センター街に爆音で鳴り響く「蛍の光」。ただもう終電ないんですけど…

この写真を撮影したのは深夜1時26分。もうJR渋谷駅のシャッターも閉まっているが、ものすごい数の人たちがセンター街や道玄坂へと繰り出していく

渋谷区は今年のハロウィンについて「できるだけ皆さんに終電で帰ってもらうようお願いしていく」という方針であるとする記事をどこかで見かけたが、その施策のひとつは「センター街で蛍の光を爆音で流すこと」だった。

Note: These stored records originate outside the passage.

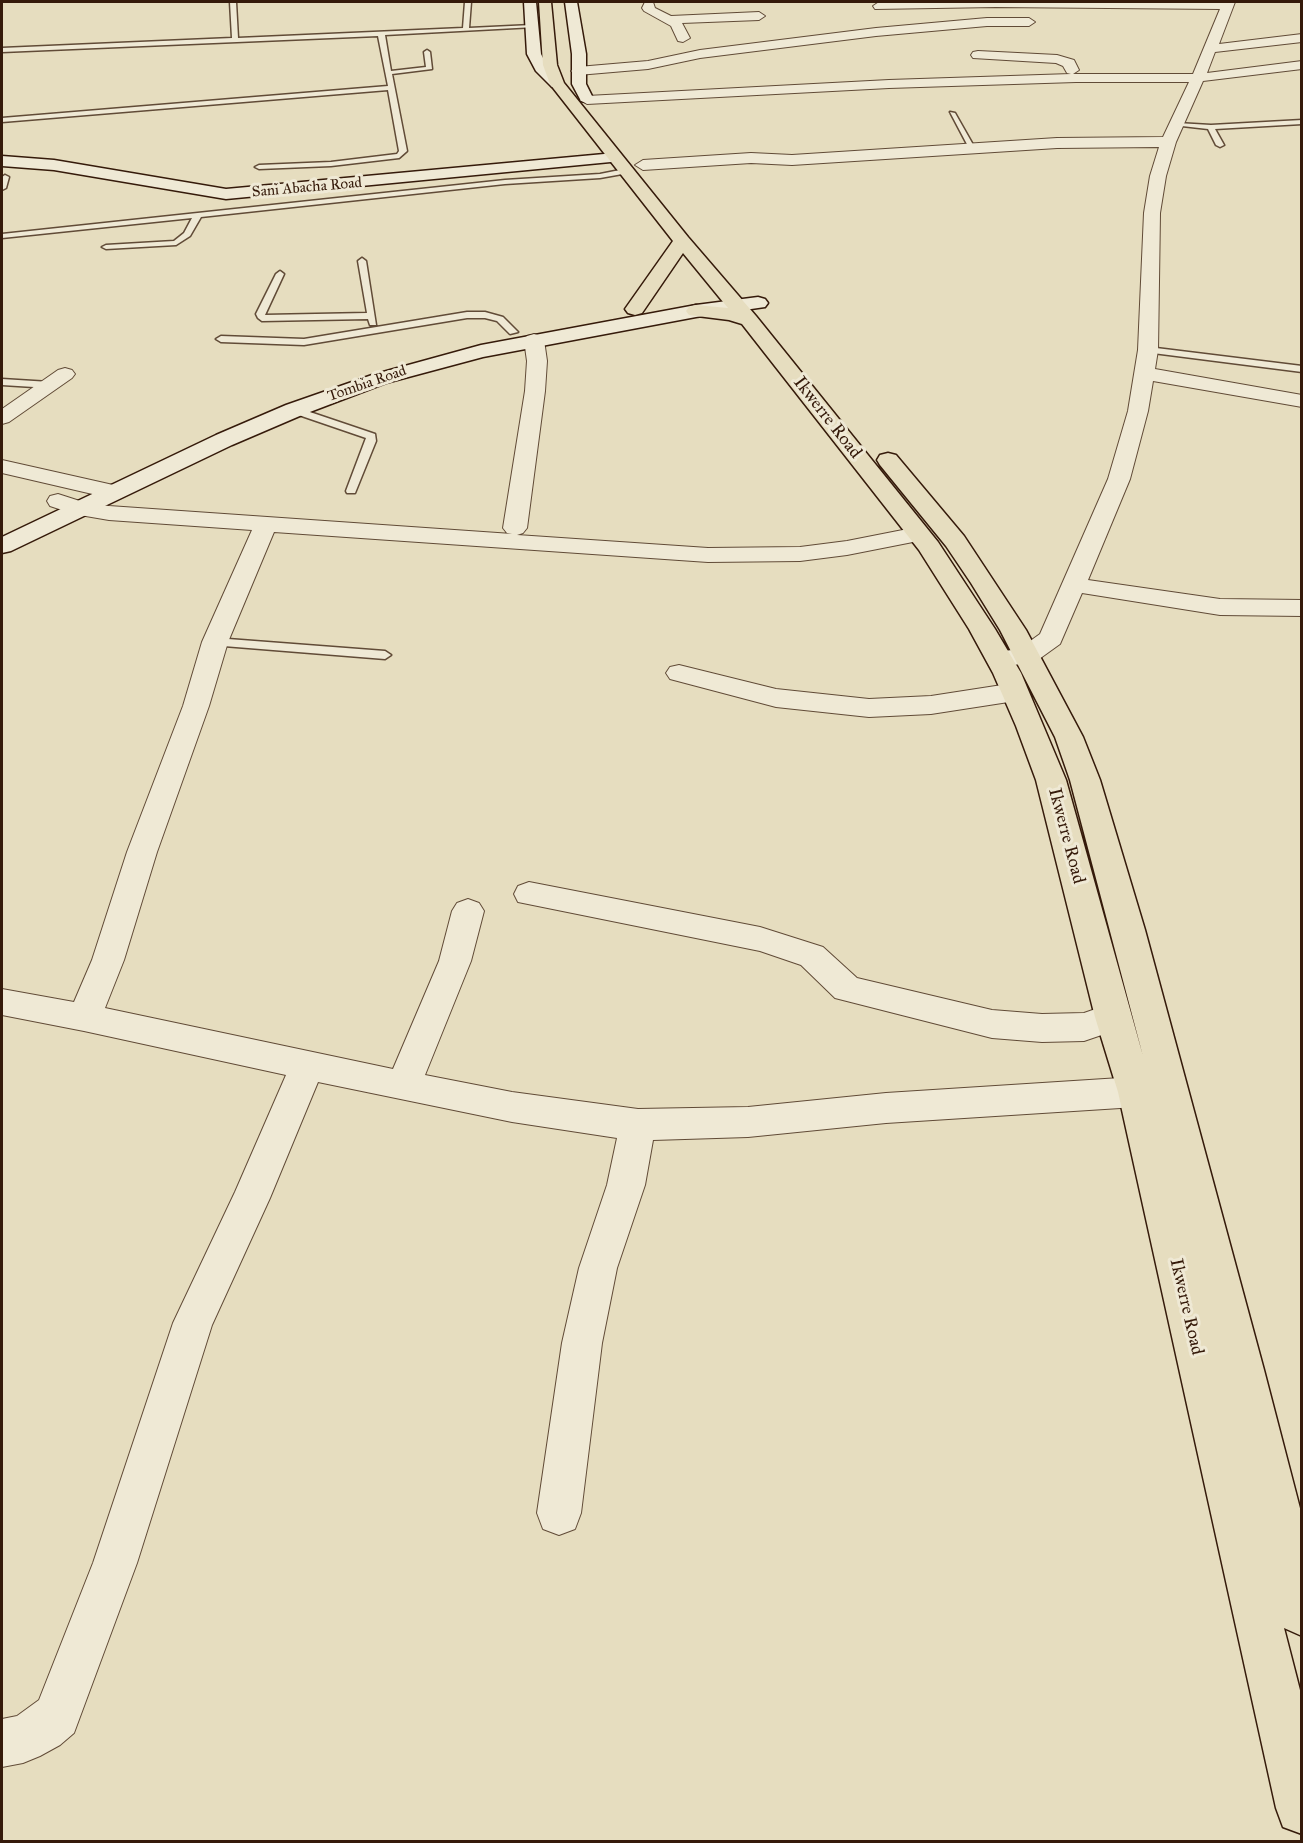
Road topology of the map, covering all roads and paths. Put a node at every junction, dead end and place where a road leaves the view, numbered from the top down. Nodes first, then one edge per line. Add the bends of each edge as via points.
1 (233, 2) edge
2 (468, 2) edge
3 (530, 2) edge
4 (559, 2) edge
5 (571, 2) edge
6 (1228, 3) edge
7 (649, 4) dead end
8 (874, 4) edge
9 (538, 14) edge
10 (759, 16) dead end
11 (671, 20) junction
12 (1029, 21) dead end
13 (915, 28) junction
14 (466, 30) junction
15 (381, 33) junction
16 (1302, 38) edge
17 (235, 39) junction
18 (1210, 49) junction
19 (2, 50) edge
20 (427, 52) dead end
21 (978, 55) dead end
22 (690, 56) junction
23 (1302, 65) edge
24 (387, 73) junction
25 (1076, 78) junction
26 (1197, 78) junction
27 (390, 88) junction
28 (577, 88) junction
29 (952, 114) dead end
30 (2, 120) edge
31 (1302, 122) edge
32 (1211, 128) junction
33 (1172, 134) junction
34 (1220, 145) dead end
35 (973, 148) junction
36 (628, 164) junction
37 (259, 167) dead end
38 (2, 178) edge
39 (198, 215) junction
40 (2, 236) edge
41 (682, 241) junction
42 (106, 247) dead end
43 (362, 261) dead end
44 (280, 274) dead end
45 (743, 302) junction
46 (635, 309) junction
47 (371, 316) junction
48 (374, 330) junction
49 (513, 332) junction
50 (221, 339) dead end
51 (534, 340) junction
52 (1148, 350) junction
53 (1302, 369) edge
54 (1144, 373) junction
55 (57, 380) joint
56 (2, 382) edge
57 (1302, 401) edge
58 (294, 410) junction
59 (2, 418) edge
60 (2, 467) edge
61 (90, 487) junction
62 (351, 491) dead end
63 (114, 492) junction
64 (58, 501) junction
65 (82, 509) junction
66 (266, 524) junction
67 (2, 528) edge
68 (515, 528) dead end
69 (918, 534) junction
70 (2, 546) edge
71 (1075, 585) junction
72 (1302, 608) edge
73 (215, 642) junction
74 (385, 655) dead end
75 (1013, 658) junction
76 (680, 673) dead end
77 (1015, 692) junction
78 (530, 894) dead end
79 (468, 911) dead end
80 (2, 1002) edge
81 (84, 1017) junction
82 (1113, 1017) junction
83 (307, 1067) junction
84 (403, 1086) junction
85 (1136, 1092) junction
86 (638, 1125) junction
87 (559, 1513) dead end
88 (1302, 1612) edge
89 (2, 1743) edge
90 (1302, 1808) edge

1 - 17 lane
2 - 14 lane
3 - 9 main road
4 - 28 main road, Ikwerre Road via 567,63
5 - 28 main road via 579,54
6 - 8 street
6 - 18 street
7 - 11 street via 651,11
8 - 13 street
9 - 14 lane
9 - 28 main road, Ikwerre Road via 550,65
10 - 11 street
11 - 22 street via 679,28
12 - 13 street
13 - 22 street
14 - 15 lane
15 - 17 lane
15 - 24 lane
16 - 18 street
17 - 19 lane
18 - 26 street
20 - 24 lane via 429,69
21 - 25 street via 1064,60
22 - 28 street
23 - 26 street
24 - 27 lane
25 - 26 street
25 - 28 street
26 - 33 street
27 - 30 lane
27 - 37 lane via 403,151 399,156
28 - 36 main road, Ikwerre Road
29 - 35 lane
31 - 32 lane
32 - 33 lane
32 - 34 lane
33 - 35 street
33 - 52 street via 1158,176 1152,213
35 - 36 street via 792,160
36 - 38 main road, Sani Abacha Road via 226,194 54,165
36 - 39 lane via 600,176 505,182
36 - 41 main road, Ikwerre Road
36 - 45 main road, Ikwerre Road
39 - 40 lane
39 - 42 lane via 188,234 176,243
41 - 45 main road, Ikwerre Road
41 - 46 main road
43 - 47 lane
44 - 47 lane via 260,314 262,318
45 - 46 main road, Tombia Road
45 - 51 main road, Tombia Road
45 - 69 main road, Ikwerre Road
45 - 75 main road, Ikwerre Road via 955,541 984,583
46 - 49 main road, Tombia Road
47 - 48 lane
48 - 49 lane via 485,315 500,320
48 - 50 lane via 294,343
49 - 61 main road, Tombia Road via 384,364 287,397
51 - 58 main road, Tombia Road via 433,363
51 - 68 street via 535,391
52 - 53 lane
52 - 54 street
54 - 57 street
54 - 71 street via 1119,478
55 - 56 lane
55 - 59 street
58 - 62 lane via 370,436
58 - 63 main road, Tombia Road
60 - 61 street
61 - 63 street
61 - 64 main road, Tombia Road
63 - 65 main road, Tombia Road
64 - 65 street
64 - 67 main road, Tombia Road
65 - 66 street
65 - 70 main road, Tombia Road
66 - 69 street via 751,556 847,548
66 - 73 street
69 - 75 main road, Ikwerre Road
71 - 72 street via 1220,607
71 - 75 street via 1051,639
73 - 74 lane
73 - 81 street via 108,960
75 - 77 main road, Ikwerre Road
75 - 88 main road, Ikwerre Road via 1069,736 1085,780 1243,1370
76 - 77 street via 776,698 869,708 931,705
77 - 82 main road, Ikwerre Road via 1051,780
78 - 82 street via 760,939 812,956 847,989 992,1024 1084,1027
79 - 84 street via 452,970
80 - 81 street
81 - 83 street
82 - 85 main road, Ikwerre Road
83 - 84 street
83 - 89 street via 193,1323 116,1563 57,1716 23,1739
84 - 86 street
85 - 86 street via 886,1107 748,1122
85 - 90 main road, Ikwerre Road
86 - 87 street via 626,1185 598,1269 582,1343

深夜を過ぎ、体感としては半分から3分の2ぐらいの人が帰ったようにも感じたが、相変わらずスクランブル交差点からSHIBUYA109、東急百貨店にかけての歩行者天国状態は続いてはいるし、仕事終わりなどでこの時間から渋谷に繰り出す人たちも大勢見かけた。

どの路線も完全に運行を終えたであろう時間になっても「蛍の光・爆音バージョン」は変わらず鳴り響いており、仮にここにいる全員がホテルや漫画喫茶に泊まろうと思っても、すぐにキャパオーバーになってしまいそうなほど残っている群衆のざわめきにかき消されてしまう光景は、なかなかシュールだった。

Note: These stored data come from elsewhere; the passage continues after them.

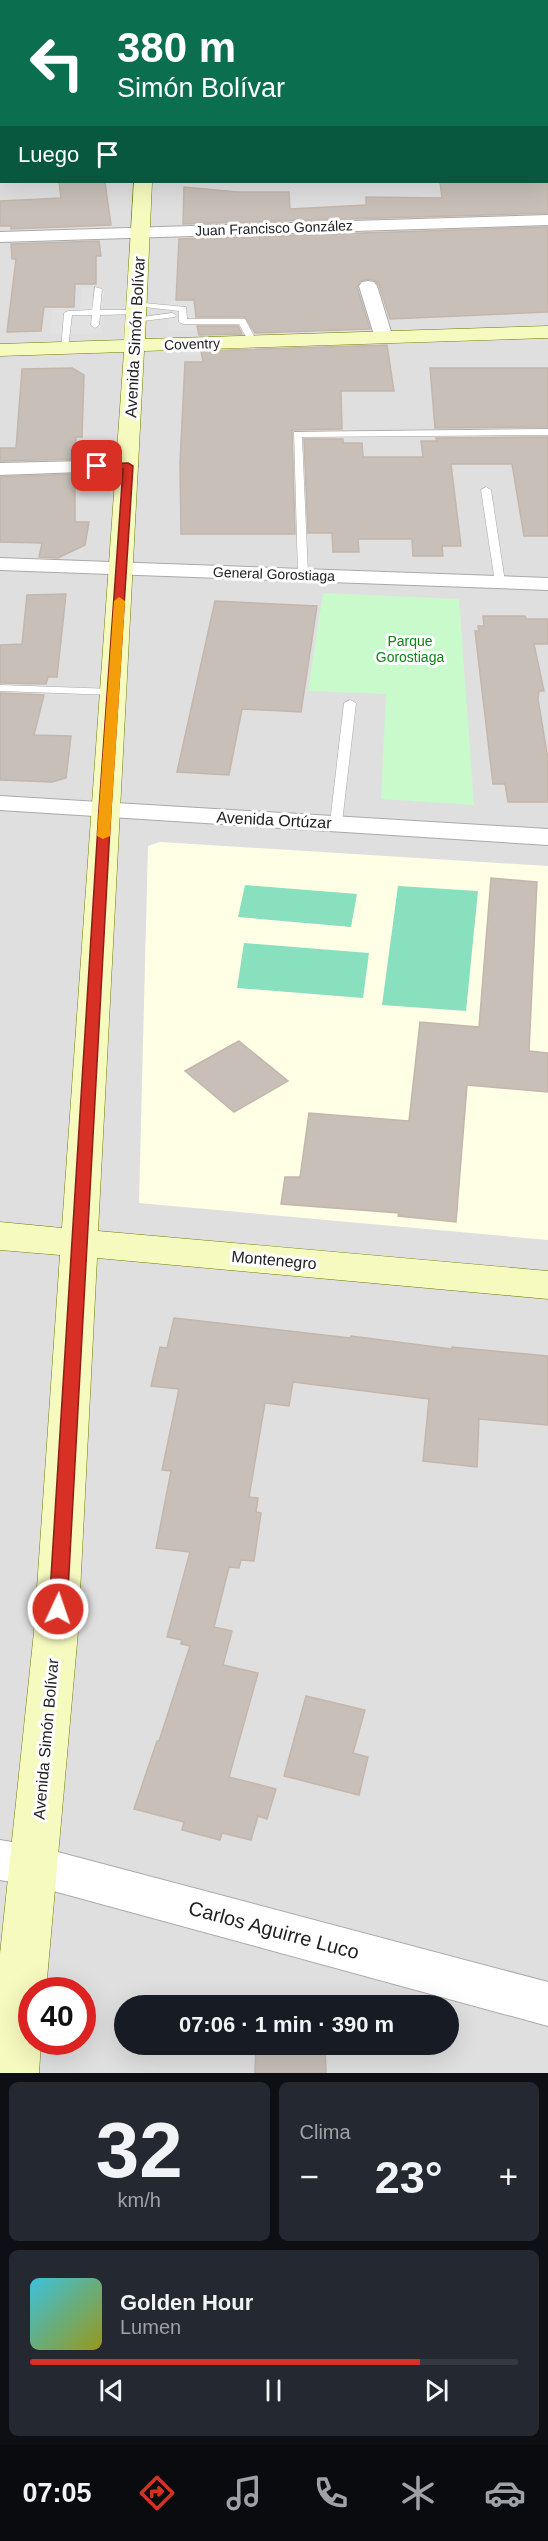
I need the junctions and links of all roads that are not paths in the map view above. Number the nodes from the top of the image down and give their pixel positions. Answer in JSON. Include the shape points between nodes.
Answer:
{"nodes":[{"id":1,"x":364,"y":0,"type":"edge"},
{"id":2,"x":376,"y":0,"type":"edge"},
{"id":3,"x":143,"y":183,"type":"edge"},
{"id":4,"x":548,"y":220,"type":"edge"},
{"id":5,"x":140,"y":232,"type":"junction"},
{"id":6,"x":0,"y":237,"type":"edge"},
{"id":7,"x":368,"y":286,"type":"dead end"},
{"id":8,"x":98,"y":289,"type":"dead end"},
{"id":9,"x":183,"y":311,"type":"junction"},
{"id":10,"x":96,"y":312,"type":"junction"},
{"id":11,"x":135,"y":320,"type":"junction"},
{"id":12,"x":95,"y":325,"type":"dead end"},
{"id":13,"x":548,"y":332,"type":"edge"},
{"id":14,"x":384,"y":338,"type":"junction"},
{"id":15,"x":253,"y":342,"type":"junction"},
{"id":16,"x":64,"y":348,"type":"junction"},
{"id":17,"x":0,"y":350,"type":"edge"},
{"id":18,"x":548,"y":432,"type":"edge"},
{"id":19,"x":128,"y":466,"type":"junction"},
{"id":20,"x":0,"y":469,"type":"edge"},
{"id":21,"x":486,"y":490,"type":"dead end"},
{"id":22,"x":0,"y":564,"type":"edge"},
{"id":23,"x":121,"y":568,"type":"junction"},
{"id":24,"x":303,"y":574,"type":"junction"},
{"id":25,"x":501,"y":582,"type":"junction"},
{"id":26,"x":548,"y":584,"type":"edge"},
{"id":27,"x":0,"y":688,"type":"edge"},
{"id":28,"x":113,"y":692,"type":"junction"},
{"id":29,"x":350,"y":703,"type":"dead end"},
{"id":30,"x":0,"y":803,"type":"edge"},
{"id":31,"x":105,"y":809,"type":"junction"},
{"id":32,"x":336,"y":824,"type":"junction"},
{"id":33,"x":548,"y":837,"type":"edge"},
{"id":34,"x":0,"y":1236,"type":"edge"},
{"id":35,"x":81,"y":1242,"type":"junction"},
{"id":36,"x":548,"y":1285,"type":"edge"},
{"id":37,"x":17,"y":1863,"type":"edge"},
{"id":38,"x":548,"y":2004,"type":"edge"},
{"id":39,"x":13,"y":2073,"type":"edge"}],
"edges":[{"from":1,"to":2,"type":"street"},
{"from":3,"to":5,"type":"street","name":"Avenida Simón Bolívar"},
{"from":4,"to":5,"type":"street","name":"Juan Francisco González"},
{"from":5,"to":6,"type":"street","name":"Juan Francisco González"},
{"from":5,"to":11,"type":"street","name":"Avenida Simón Bolívar"},
{"from":7,"to":14,"type":"street"},
{"from":8,"to":10,"type":"lane"},
{"from":9,"to":11,"type":"lane"},
{"from":9,"to":11,"type":"lane"},
{"from":9,"to":15,"type":"lane","via":[[183,322],[242,321]]},
{"from":10,"to":11,"type":"lane"},
{"from":10,"to":12,"type":"lane"},
{"from":10,"to":16,"type":"lane","via":[[68,313]]},
{"from":11,"to":15,"type":"street","name":"Coventry"},
{"from":11,"to":16,"type":"street","name":"Coventry"},
{"from":11,"to":19,"type":"street","name":"Avenida Simón Bolívar"},
{"from":13,"to":14,"type":"street","name":"Coventry"},
{"from":14,"to":15,"type":"street","name":"Coventry"},
{"from":16,"to":17,"type":"street","name":"Coventry"},
{"from":18,"to":24,"type":"lane","via":[[297,434]]},
{"from":19,"to":20,"type":"street"},
{"from":19,"to":23,"type":"street","name":"Avenida Simón Bolívar"},
{"from":21,"to":25,"type":"lane"},
{"from":22,"to":23,"type":"street","name":"General Gorostiaga"},
{"from":23,"to":24,"type":"street","name":"General Gorostiaga"},
{"from":23,"to":28,"type":"street","name":"Avenida Simón Bolívar"},
{"from":24,"to":25,"type":"street","name":"General Gorostiaga"},
{"from":25,"to":26,"type":"street","name":"General Gorostiaga"},
{"from":27,"to":28,"type":"lane"},
{"from":28,"to":31,"type":"street","name":"Avenida Simón Bolívar"},
{"from":29,"to":32,"type":"lane"},
{"from":30,"to":31,"type":"street","name":"Avenida Ortúzar"},
{"from":31,"to":32,"type":"street","name":"Avenida Ortúzar"},
{"from":31,"to":35,"type":"street","name":"Avenida Simón Bolívar"},
{"from":32,"to":33,"type":"street","name":"Avenida Ortúzar"},
{"from":34,"to":35,"type":"street","name":"Montenegro"},
{"from":35,"to":36,"type":"street","name":"Montenegro"},
{"from":35,"to":37,"type":"street","name":"Avenida Simón Bolívar","via":[[56,1632]]},
{"from":37,"to":38,"type":"street","name":"Carlos Aguirre Luco"},
{"from":37,"to":39,"type":"street","name":"Avenida Simón Bolívar"}]}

池袋で飲んでから終電で渋谷に駆けつけたという20歳前後の男子5人組。ちなみに池袋では全然盛り上がりムードはなかったとのこと

そして宇田川町では即席DJパーティが始まった

車のトランク部分にBluetoothスピーカーを積み込み、スマホ片手の即席DJパーティの様子。車道の通行が妨げられている大迷惑な行為にもみえるが、この時間にここを通る車・バイクの大半は同じようなことをするためにグルグル周回しているだけだ

いろんな意味で日本屈指の大規模イベントである渋ハロには、当然ながら「目立ちたがり屋」も数多く引き寄せる。けたたましいエンジン音を鳴らし、爆音でEDM、ヒップホップなどを流すバイク集団・車野郎の集団が、東急ハンズやHMV record shop 渋谷付近の道路に駐車し集会を始める光景が渋ハロでの“恒例行事”のひとつになっているようだ。

しばらくすると警官が駆けつけ、蜘蛛の子を散らすように逃げていくいたちごっこが続く。皆さんお疲れ様です…

このエリアに集う集団は、センター街でコスプレを謳歌している集団とも少し違った属性のようにもみえるが、いかんせん暴走族っぽい、あるいはオラオラ系の風貌の人が多く、話しかけて殴られでもしたらどうしよう…と正直ビビっていたところ、通りがかる人全員に「一緒に踊ろう!」とフレンドリーに呼びかけまくる、The・陽キャとも言いたくなるような若者集団を発見。彼らも騒音を撒き散らしていることには変わりないのだが、周囲の人を笑顔にするようなピースフルな雰囲気が流れていたことも事実だ。その即席パーティの輪に入って、踊りながら話を聞いた。

彼らは栃木県からやってきた20代前半の若者たち。普段はクルマ好きのメッカの一つとして海外からも知られる横浜の大黒パーキングエリアで遊んでいるが、渋谷にはノリの良い外国人が多いため、一緒に楽しむために遠征してきたという。

渋谷ハロウィンに対してネットで多く寄せられる揶揄のひとつに「どうせ田舎者が大集結してるだけだろ」というものがあるが、去年も含め「どこから来たか」と質問しても、ほぼ全員から「1都3県のどこかから」という答えが返ってくるし、この日も一番遠くから来たと答えたのが彼らだった。本当に全国各地から人が集合したら、いろんな意味でこんなものじゃ済まないだろうという気もしてくる。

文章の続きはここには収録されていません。